((

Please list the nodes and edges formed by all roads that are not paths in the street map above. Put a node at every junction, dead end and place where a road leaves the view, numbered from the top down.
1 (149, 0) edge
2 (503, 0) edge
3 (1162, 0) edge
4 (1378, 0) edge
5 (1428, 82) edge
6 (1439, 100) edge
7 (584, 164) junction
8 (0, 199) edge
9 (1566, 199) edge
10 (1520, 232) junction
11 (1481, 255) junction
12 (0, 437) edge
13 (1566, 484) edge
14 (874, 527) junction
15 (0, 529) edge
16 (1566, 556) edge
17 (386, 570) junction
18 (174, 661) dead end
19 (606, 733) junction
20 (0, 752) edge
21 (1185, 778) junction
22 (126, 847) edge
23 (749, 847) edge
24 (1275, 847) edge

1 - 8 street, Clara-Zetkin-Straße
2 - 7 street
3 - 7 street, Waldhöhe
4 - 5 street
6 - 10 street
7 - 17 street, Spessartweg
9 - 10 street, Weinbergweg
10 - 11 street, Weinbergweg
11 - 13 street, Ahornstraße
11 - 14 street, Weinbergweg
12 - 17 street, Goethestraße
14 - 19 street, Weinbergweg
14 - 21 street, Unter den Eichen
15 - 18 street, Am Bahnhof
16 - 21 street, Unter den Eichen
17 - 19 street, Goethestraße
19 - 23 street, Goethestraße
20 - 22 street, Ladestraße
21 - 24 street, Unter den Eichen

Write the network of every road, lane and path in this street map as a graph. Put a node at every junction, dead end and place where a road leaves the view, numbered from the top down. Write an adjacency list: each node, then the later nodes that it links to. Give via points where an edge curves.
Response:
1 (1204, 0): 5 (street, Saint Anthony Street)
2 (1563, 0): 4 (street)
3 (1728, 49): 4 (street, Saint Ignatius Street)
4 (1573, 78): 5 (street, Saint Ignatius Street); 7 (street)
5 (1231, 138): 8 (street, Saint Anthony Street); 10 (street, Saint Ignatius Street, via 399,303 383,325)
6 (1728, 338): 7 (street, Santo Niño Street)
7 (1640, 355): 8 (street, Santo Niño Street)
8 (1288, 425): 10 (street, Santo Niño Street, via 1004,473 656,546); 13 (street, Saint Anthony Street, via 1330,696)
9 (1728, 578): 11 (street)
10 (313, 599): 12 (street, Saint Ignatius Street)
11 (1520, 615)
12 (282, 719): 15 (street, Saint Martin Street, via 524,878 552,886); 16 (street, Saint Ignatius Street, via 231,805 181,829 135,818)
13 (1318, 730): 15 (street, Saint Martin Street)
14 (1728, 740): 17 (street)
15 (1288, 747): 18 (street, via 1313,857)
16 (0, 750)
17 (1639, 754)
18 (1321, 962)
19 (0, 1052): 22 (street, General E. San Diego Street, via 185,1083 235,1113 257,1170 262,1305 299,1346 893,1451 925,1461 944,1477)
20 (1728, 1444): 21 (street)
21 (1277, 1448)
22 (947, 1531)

))
((

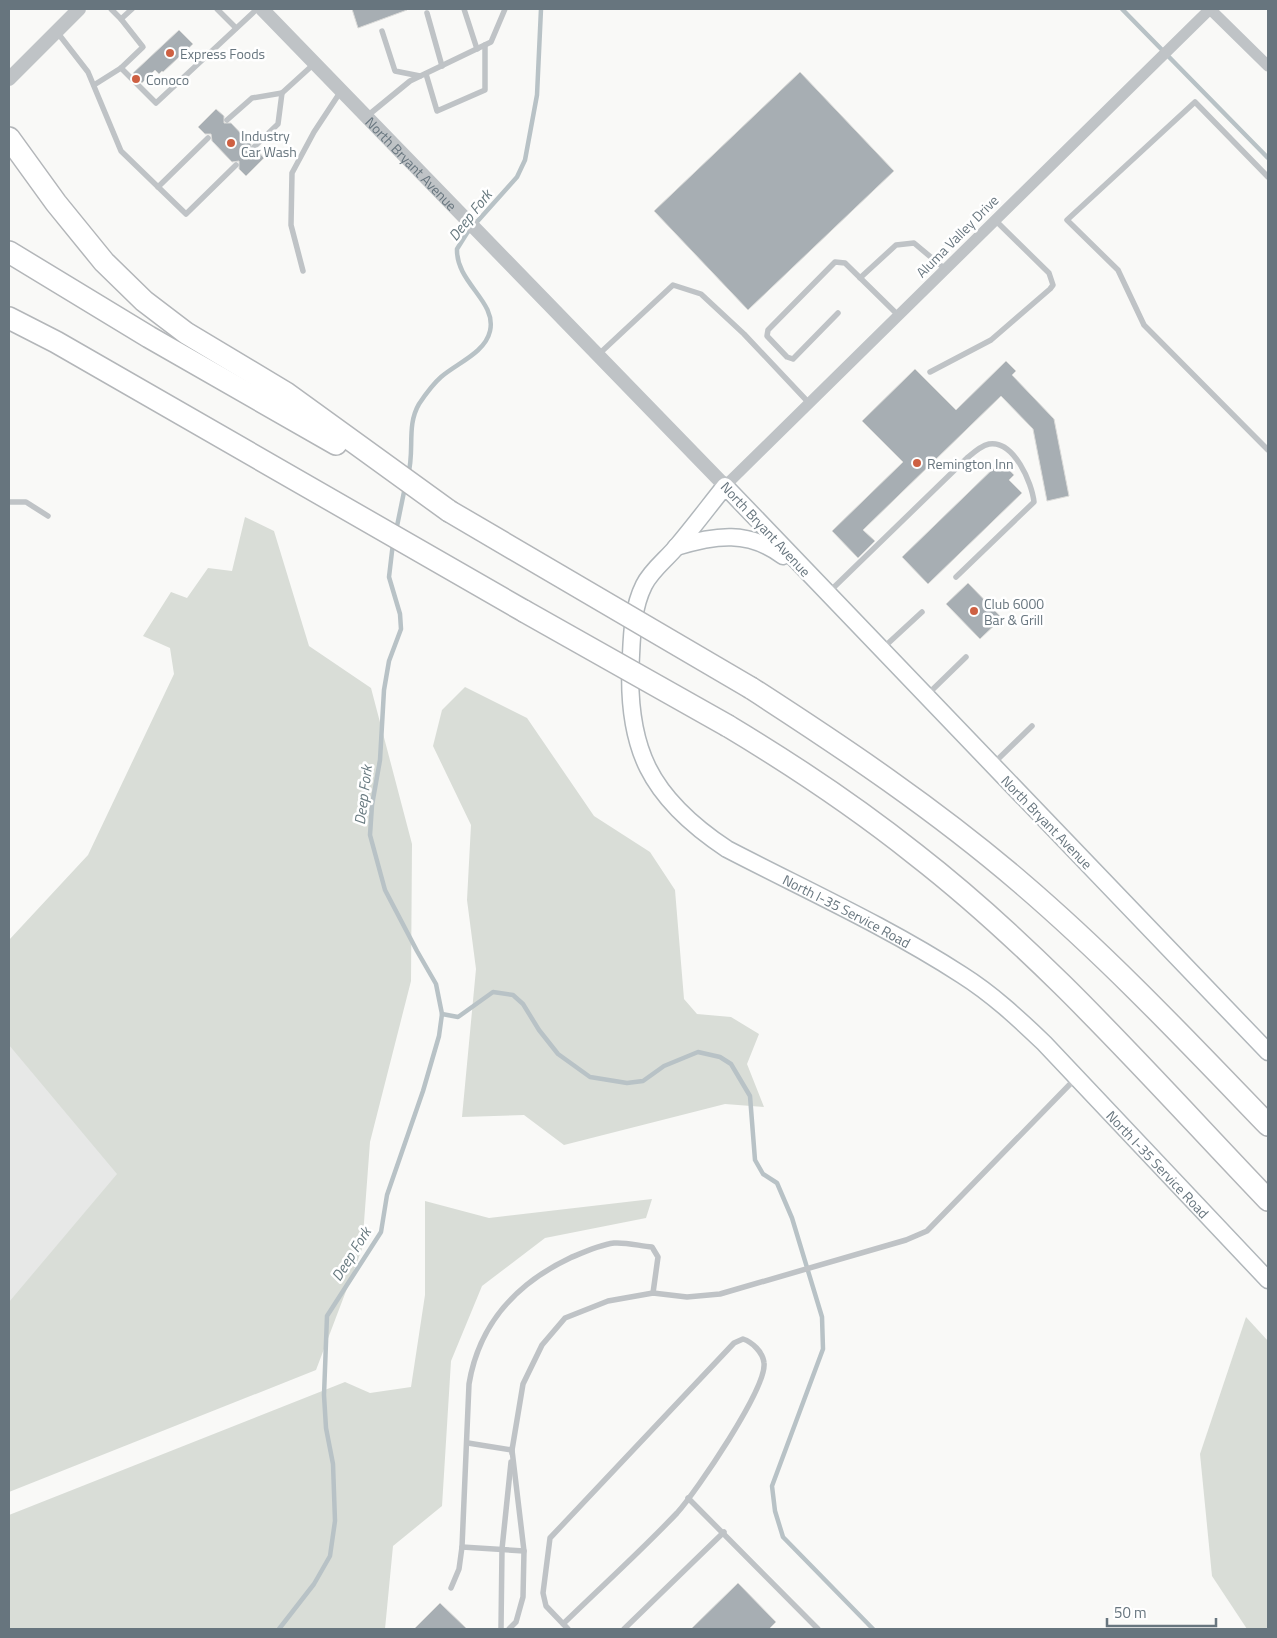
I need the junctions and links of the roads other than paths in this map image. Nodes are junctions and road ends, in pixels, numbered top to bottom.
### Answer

))
((

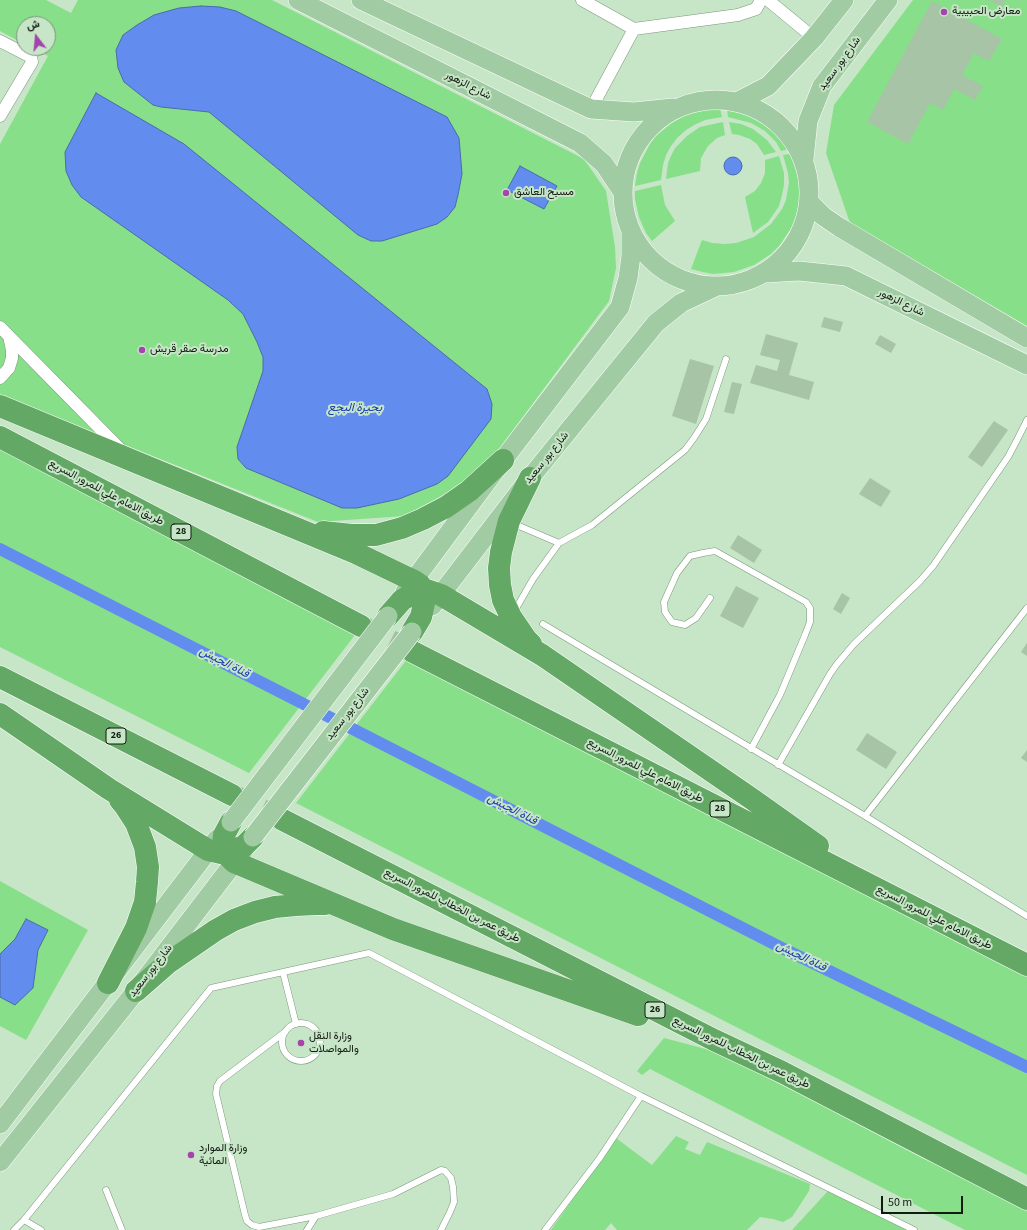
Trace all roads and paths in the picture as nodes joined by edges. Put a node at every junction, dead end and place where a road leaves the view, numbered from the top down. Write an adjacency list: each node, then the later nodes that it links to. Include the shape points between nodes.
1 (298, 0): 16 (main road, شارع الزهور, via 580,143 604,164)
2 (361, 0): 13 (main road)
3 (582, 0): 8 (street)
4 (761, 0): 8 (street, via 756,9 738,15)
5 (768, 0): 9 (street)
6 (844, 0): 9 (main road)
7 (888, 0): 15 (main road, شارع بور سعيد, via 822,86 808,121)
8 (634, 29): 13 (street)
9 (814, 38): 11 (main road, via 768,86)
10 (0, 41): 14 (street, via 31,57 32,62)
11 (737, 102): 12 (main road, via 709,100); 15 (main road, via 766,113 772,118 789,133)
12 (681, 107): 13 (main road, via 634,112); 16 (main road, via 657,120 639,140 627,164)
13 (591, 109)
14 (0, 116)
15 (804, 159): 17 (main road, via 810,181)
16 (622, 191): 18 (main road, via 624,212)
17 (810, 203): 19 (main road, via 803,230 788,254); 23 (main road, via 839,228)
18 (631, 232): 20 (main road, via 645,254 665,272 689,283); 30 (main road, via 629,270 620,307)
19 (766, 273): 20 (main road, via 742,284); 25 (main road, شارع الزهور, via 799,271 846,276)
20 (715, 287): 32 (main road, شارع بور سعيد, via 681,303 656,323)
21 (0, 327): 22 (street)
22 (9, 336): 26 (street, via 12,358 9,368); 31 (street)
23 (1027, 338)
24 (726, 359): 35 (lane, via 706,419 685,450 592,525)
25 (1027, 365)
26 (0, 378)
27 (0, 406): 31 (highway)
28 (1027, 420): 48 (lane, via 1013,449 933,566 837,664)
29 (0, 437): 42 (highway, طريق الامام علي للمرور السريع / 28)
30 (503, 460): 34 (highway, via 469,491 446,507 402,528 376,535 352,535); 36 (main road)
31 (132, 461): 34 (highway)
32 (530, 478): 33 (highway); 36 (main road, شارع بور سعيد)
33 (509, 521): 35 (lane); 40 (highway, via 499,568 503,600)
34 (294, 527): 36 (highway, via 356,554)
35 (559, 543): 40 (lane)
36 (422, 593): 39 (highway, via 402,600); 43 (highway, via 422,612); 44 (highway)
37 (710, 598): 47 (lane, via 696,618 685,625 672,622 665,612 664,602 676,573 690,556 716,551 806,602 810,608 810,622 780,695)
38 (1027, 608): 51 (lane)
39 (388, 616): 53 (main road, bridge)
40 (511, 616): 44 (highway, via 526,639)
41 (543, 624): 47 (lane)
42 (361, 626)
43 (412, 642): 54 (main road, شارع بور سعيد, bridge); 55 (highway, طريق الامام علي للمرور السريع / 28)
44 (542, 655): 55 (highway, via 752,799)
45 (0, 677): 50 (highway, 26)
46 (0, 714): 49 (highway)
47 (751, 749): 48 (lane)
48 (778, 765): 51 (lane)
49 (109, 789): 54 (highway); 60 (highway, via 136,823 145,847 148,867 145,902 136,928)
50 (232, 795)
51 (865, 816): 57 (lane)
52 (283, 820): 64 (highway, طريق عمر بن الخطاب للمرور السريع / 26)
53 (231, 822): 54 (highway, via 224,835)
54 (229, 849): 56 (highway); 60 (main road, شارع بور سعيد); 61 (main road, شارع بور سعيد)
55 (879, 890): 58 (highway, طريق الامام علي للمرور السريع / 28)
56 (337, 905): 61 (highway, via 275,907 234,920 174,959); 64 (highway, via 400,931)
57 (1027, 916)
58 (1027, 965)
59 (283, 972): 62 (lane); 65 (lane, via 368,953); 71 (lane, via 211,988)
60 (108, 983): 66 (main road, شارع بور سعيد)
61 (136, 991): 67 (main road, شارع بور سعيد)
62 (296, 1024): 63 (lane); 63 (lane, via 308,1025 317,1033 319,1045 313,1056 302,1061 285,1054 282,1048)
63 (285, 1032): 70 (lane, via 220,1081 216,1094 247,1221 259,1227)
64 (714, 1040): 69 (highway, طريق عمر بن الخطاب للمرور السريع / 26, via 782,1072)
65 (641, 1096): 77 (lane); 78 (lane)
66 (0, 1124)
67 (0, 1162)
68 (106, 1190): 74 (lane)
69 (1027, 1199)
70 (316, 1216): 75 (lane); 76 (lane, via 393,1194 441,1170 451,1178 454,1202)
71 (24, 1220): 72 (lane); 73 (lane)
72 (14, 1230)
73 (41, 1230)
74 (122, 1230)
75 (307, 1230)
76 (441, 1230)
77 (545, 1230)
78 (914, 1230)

))

EXERCISE:
Wherever the word "this" occurs in a line of the listing, copy that line.

ANSWER BELOW:
Write the network of every road, lane and path in this street map as a graph. Put a node at every junction, dead end and place where a road leaves the view, numbered from the top down. Write an adjacency list: each node, then the later nodes that it links to. Give via points where an edge curves.
I need the junctions and links of the roads other than paths in this map image. Nodes are junctions and road ends, in pixels, numbered top to bottom.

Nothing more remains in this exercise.